The Attempt at a Solution

Although the question did not specify which formula to use, I used the second one that I listed above. Would this be acceptable to determine the common ratio, or was the question expecting us to use the general term formula?

 

[dirk_mec1]

Both formulas can be used. (why?)

 

[HallsofIvy]

Those are both the same with A= t_n, r= 1+ i, and a= P(1+i).

However, the second equation is NOT normally given as a 'geometric sequence' formula. It is the formula for the amount in, say, a bank account, when the initial amount put into the account was P and the account compounded annually, for n years, at interest i.

You should be able to get the correct answer using either one. did the problem really say to "use a formula"? Learning mathematics is more about learning definitions than formulas. I would simply say that the common ratio is simply the ratio of the population at one year to the population the previous year- if this is a geometric sequence then all such ratios should be the same: 20/10= 40/20= 2. The "common ratio" is 2.

 

[temaire]

Both formulas can be used. (why?)

Actually, I think the question more specifically asked to use a geometric sequence formula, and I used the second one that I listed.
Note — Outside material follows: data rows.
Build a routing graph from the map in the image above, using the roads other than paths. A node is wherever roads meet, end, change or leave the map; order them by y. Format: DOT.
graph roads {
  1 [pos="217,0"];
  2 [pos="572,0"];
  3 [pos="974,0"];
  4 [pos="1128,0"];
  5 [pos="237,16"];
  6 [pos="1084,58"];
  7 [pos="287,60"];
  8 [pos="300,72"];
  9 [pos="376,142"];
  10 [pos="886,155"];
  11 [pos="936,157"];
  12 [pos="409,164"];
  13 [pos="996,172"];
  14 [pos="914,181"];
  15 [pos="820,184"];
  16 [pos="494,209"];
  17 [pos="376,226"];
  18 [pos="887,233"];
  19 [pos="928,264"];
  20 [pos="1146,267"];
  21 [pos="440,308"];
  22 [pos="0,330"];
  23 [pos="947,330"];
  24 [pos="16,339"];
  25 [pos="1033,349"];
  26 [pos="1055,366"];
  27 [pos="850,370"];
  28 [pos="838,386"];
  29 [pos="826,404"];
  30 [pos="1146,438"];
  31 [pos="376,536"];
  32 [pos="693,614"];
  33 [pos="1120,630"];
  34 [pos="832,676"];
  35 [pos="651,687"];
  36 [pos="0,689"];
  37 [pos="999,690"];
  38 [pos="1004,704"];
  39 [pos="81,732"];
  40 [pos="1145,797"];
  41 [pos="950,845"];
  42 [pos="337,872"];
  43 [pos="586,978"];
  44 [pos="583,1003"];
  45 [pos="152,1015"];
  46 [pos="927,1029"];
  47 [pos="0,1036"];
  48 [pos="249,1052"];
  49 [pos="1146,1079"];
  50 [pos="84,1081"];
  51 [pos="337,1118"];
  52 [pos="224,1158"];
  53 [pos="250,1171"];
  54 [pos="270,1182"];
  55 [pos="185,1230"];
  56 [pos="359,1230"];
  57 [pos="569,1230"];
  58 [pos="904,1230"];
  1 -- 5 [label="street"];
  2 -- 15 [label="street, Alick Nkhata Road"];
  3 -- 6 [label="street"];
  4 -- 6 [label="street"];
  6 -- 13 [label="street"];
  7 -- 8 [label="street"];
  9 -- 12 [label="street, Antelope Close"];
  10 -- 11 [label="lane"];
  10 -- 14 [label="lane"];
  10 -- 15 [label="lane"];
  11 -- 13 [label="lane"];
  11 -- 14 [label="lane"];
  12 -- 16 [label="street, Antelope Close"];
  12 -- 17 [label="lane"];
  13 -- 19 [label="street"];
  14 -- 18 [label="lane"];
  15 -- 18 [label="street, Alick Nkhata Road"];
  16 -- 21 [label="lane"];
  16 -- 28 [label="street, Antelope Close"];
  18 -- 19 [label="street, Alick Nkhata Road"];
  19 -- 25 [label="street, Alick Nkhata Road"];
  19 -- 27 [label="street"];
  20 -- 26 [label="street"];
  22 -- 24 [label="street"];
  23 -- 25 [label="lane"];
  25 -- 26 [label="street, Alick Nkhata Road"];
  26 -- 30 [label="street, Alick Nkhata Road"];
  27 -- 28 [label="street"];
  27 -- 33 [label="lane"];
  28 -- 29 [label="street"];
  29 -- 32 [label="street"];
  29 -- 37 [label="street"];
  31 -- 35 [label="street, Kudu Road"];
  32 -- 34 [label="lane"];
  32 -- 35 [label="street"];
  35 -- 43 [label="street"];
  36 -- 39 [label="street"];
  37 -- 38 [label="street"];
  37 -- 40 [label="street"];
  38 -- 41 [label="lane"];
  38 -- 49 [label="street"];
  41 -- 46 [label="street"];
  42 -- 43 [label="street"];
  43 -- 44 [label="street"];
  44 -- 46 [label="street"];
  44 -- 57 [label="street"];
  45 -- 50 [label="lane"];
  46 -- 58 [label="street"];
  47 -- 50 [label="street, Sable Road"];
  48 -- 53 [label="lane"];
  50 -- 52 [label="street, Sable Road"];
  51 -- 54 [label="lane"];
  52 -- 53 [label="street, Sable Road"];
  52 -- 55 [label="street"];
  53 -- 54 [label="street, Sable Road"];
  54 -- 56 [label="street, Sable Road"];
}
Now, I'm wondering if I will lose marks for not using the general term formula, because it is known as the geometric sequence formula. The reason why I used the second formula on the exam is because I thought it was just another form of the general term formula, and that it would be acceptable.

 

[temaire]

did the problem really say to "use a formula"?

Like I said at first, I don't quite remember the exact details of the question, but you had to find the common ratio (although they don't tell you directly) and put it into a percentage. Also, if you read my post above, you will see that I corrected myself.